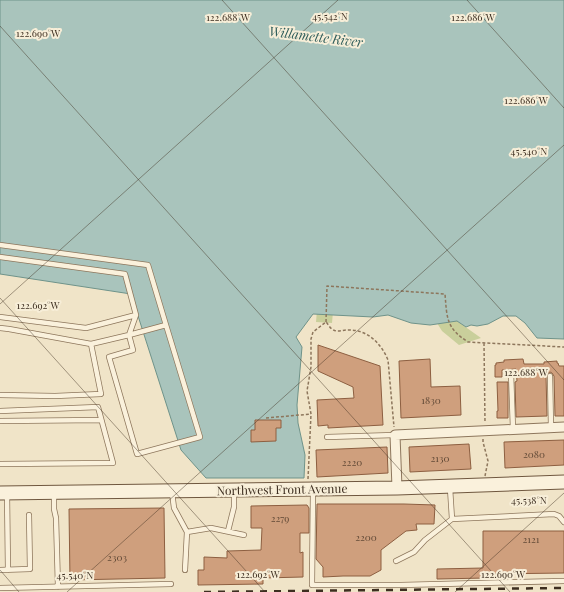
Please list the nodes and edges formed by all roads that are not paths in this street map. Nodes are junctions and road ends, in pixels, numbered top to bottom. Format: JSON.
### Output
{"nodes":[{"id":1,"x":0,"y":244,"type":"edge"},
{"id":2,"x":0,"y":256,"type":"edge"},
{"id":3,"x":136,"y":315,"type":"junction"},
{"id":4,"x":0,"y":317,"type":"edge"},
{"id":5,"x":166,"y":325,"type":"junction"},
{"id":6,"x":0,"y":328,"type":"edge"},
{"id":7,"x":129,"y":336,"type":"junction"},
{"id":8,"x":91,"y":344,"type":"junction"},
{"id":9,"x":512,"y":373,"type":"dead end"},
{"id":10,"x":550,"y":376,"type":"dead end"},
{"id":11,"x":0,"y":395,"type":"edge"},
{"id":12,"x":0,"y":411,"type":"edge"},
{"id":13,"x":101,"y":420,"type":"junction"},
{"id":14,"x":0,"y":421,"type":"edge"},
{"id":15,"x":552,"y":428,"type":"junction"},
{"id":16,"x":564,"y":428,"type":"edge"},
{"id":17,"x":513,"y":429,"type":"junction"},
{"id":18,"x":395,"y":435,"type":"junction"},
{"id":19,"x":327,"y":437,"type":"dead end"},
{"id":20,"x":0,"y":464,"type":"edge"},
{"id":21,"x":564,"y":482,"type":"edge"},
{"id":22,"x":450,"y":486,"type":"junction"},
{"id":23,"x":397,"y":488,"type":"junction"},
{"id":24,"x":310,"y":489,"type":"junction"},
{"id":25,"x":234,"y":490,"type":"junction"},
{"id":26,"x":171,"y":491,"type":"junction"},
{"id":27,"x":54,"y":492,"type":"junction"},
{"id":28,"x":3,"y":493,"type":"edge"},
{"id":29,"x":29,"y":515,"type":"dead end"},
{"id":30,"x":452,"y":519,"type":"junction"},
{"id":31,"x":564,"y":522,"type":"edge"},
{"id":32,"x":228,"y":531,"type":"junction"},
{"id":33,"x":187,"y":532,"type":"junction"},
{"id":34,"x":244,"y":535,"type":"dead end"},
{"id":35,"x":396,"y":561,"type":"dead end"},
{"id":36,"x":0,"y":570,"type":"edge"},
{"id":37,"x":8,"y":570,"type":"junction"},
{"id":38,"x":185,"y":570,"type":"dead end"},
{"id":39,"x":564,"y":581,"type":"edge"},
{"id":40,"x":171,"y":584,"type":"dead end"},
{"id":41,"x":58,"y":587,"type":"junction"},
{"id":42,"x":0,"y":588,"type":"edge"}],
"edges":[{"from":1,"to":5,"type":"lane"},
{"from":2,"to":3,"type":"lane"},
{"from":3,"to":4,"type":"lane"},
{"from":3,"to":7,"type":"lane"},
{"from":5,"to":7,"type":"lane"},
{"from":5,"to":7,"type":"lane"},
{"from":6,"to":8,"type":"lane"},
{"from":7,"to":8,"type":"lane"},
{"from":8,"to":11,"type":"lane"},
{"from":9,"to":17,"type":"lane"},
{"from":10,"to":15,"type":"lane"},
{"from":12,"to":13,"type":"lane"},
{"from":13,"to":14,"type":"lane"},
{"from":13,"to":20,"type":"lane"},
{"from":15,"to":16,"type":"street"},
{"from":15,"to":17,"type":"street"},
{"from":17,"to":18,"type":"street"},
{"from":18,"to":19,"type":"lane"},
{"from":18,"to":23,"type":"street"},
{"from":21,"to":22,"type":"main road","name":"Northwest Front Avenue"},
{"from":22,"to":23,"type":"main road","name":"Northwest Front Avenue"},
{"from":22,"to":30,"type":"lane"},
{"from":23,"to":24,"type":"main road","name":"Northwest Front Avenue"},
{"from":24,"to":25,"type":"main road","name":"Northwest Front Avenue"},
{"from":24,"to":39,"type":"lane"},
{"from":25,"to":26,"type":"main road","name":"Northwest Front Avenue"},
{"from":25,"to":32,"type":"lane"},
{"from":26,"to":27,"type":"main road","name":"Northwest Front Avenue"},
{"from":26,"to":33,"type":"lane"},
{"from":27,"to":28,"type":"main road","name":"Northwest Front Avenue"},
{"from":27,"to":41,"type":"lane"},
{"from":28,"to":37,"type":"lane"},
{"from":29,"to":37,"type":"lane"},
{"from":30,"to":31,"type":"lane"},
{"from":30,"to":35,"type":"lane"},
{"from":32,"to":33,"type":"lane"},
{"from":32,"to":34,"type":"lane"},
{"from":33,"to":38,"type":"lane"},
{"from":36,"to":37,"type":"lane"},
{"from":40,"to":41,"type":"lane"},
{"from":41,"to":42,"type":"lane"}]}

==========

### Problem
Here the job is to print all the data exactly, skipping any image.

### Worked solution
Please list the nodes and edges formed by all roads that are not paths in this street map. Nodes are junctions and road ends, in pixels, numbered top to bottom. Format: JSON.
### Output
{"nodes":[{"id":1,"x":0,"y":244,"type":"edge"},
{"id":2,"x":0,"y":256,"type":"edge"},
{"id":3,"x":136,"y":315,"type":"junction"},
{"id":4,"x":0,"y":317,"type":"edge"},
{"id":5,"x":166,"y":325,"type":"junction"},
{"id":6,"x":0,"y":328,"type":"edge"},
{"id":7,"x":129,"y":336,"type":"junction"},
{"id":8,"x":91,"y":344,"type":"junction"},
{"id":9,"x":512,"y":373,"type":"dead end"},
{"id":10,"x":550,"y":376,"type":"dead end"},
{"id":11,"x":0,"y":395,"type":"edge"},
{"id":12,"x":0,"y":411,"type":"edge"},
{"id":13,"x":101,"y":420,"type":"junction"},
{"id":14,"x":0,"y":421,"type":"edge"},
{"id":15,"x":552,"y":428,"type":"junction"},
{"id":16,"x":564,"y":428,"type":"edge"},
{"id":17,"x":513,"y":429,"type":"junction"},
{"id":18,"x":395,"y":435,"type":"junction"},
{"id":19,"x":327,"y":437,"type":"dead end"},
{"id":20,"x":0,"y":464,"type":"edge"},
{"id":21,"x":564,"y":482,"type":"edge"},
{"id":22,"x":450,"y":486,"type":"junction"},
{"id":23,"x":397,"y":488,"type":"junction"},
{"id":24,"x":310,"y":489,"type":"junction"},
{"id":25,"x":234,"y":490,"type":"junction"},
{"id":26,"x":171,"y":491,"type":"junction"},
{"id":27,"x":54,"y":492,"type":"junction"},
{"id":28,"x":3,"y":493,"type":"edge"},
{"id":29,"x":29,"y":515,"type":"dead end"},
{"id":30,"x":452,"y":519,"type":"junction"},
{"id":31,"x":564,"y":522,"type":"edge"},
{"id":32,"x":228,"y":531,"type":"junction"},
{"id":33,"x":187,"y":532,"type":"junction"},
{"id":34,"x":244,"y":535,"type":"dead end"},
{"id":35,"x":396,"y":561,"type":"dead end"},
{"id":36,"x":0,"y":570,"type":"edge"},
{"id":37,"x":8,"y":570,"type":"junction"},
{"id":38,"x":185,"y":570,"type":"dead end"},
{"id":39,"x":564,"y":581,"type":"edge"},
{"id":40,"x":171,"y":584,"type":"dead end"},
{"id":41,"x":58,"y":587,"type":"junction"},
{"id":42,"x":0,"y":588,"type":"edge"}],
"edges":[{"from":1,"to":5,"type":"lane"},
{"from":2,"to":3,"type":"lane"},
{"from":3,"to":4,"type":"lane"},
{"from":3,"to":7,"type":"lane"},
{"from":5,"to":7,"type":"lane"},
{"from":5,"to":7,"type":"lane"},
{"from":6,"to":8,"type":"lane"},
{"from":7,"to":8,"type":"lane"},
{"from":8,"to":11,"type":"lane"},
{"from":9,"to":17,"type":"lane"},
{"from":10,"to":15,"type":"lane"},
{"from":12,"to":13,"type":"lane"},
{"from":13,"to":14,"type":"lane"},
{"from":13,"to":20,"type":"lane"},
{"from":15,"to":16,"type":"street"},
{"from":15,"to":17,"type":"street"},
{"from":17,"to":18,"type":"street"},
{"from":18,"to":19,"type":"lane"},
{"from":18,"to":23,"type":"street"},
{"from":21,"to":22,"type":"main road","name":"Northwest Front Avenue"},
{"from":22,"to":23,"type":"main road","name":"Northwest Front Avenue"},
{"from":22,"to":30,"type":"lane"},
{"from":23,"to":24,"type":"main road","name":"Northwest Front Avenue"},
{"from":24,"to":25,"type":"main road","name":"Northwest Front Avenue"},
{"from":24,"to":39,"type":"lane"},
{"from":25,"to":26,"type":"main road","name":"Northwest Front Avenue"},
{"from":25,"to":32,"type":"lane"},
{"from":26,"to":27,"type":"main road","name":"Northwest Front Avenue"},
{"from":26,"to":33,"type":"lane"},
{"from":27,"to":28,"type":"main road","name":"Northwest Front Avenue"},
{"from":27,"to":41,"type":"lane"},
{"from":28,"to":37,"type":"lane"},
{"from":29,"to":37,"type":"lane"},
{"from":30,"to":31,"type":"lane"},
{"from":30,"to":35,"type":"lane"},
{"from":32,"to":33,"type":"lane"},
{"from":32,"to":34,"type":"lane"},
{"from":33,"to":38,"type":"lane"},
{"from":36,"to":37,"type":"lane"},
{"from":40,"to":41,"type":"lane"},
{"from":41,"to":42,"type":"lane"}]}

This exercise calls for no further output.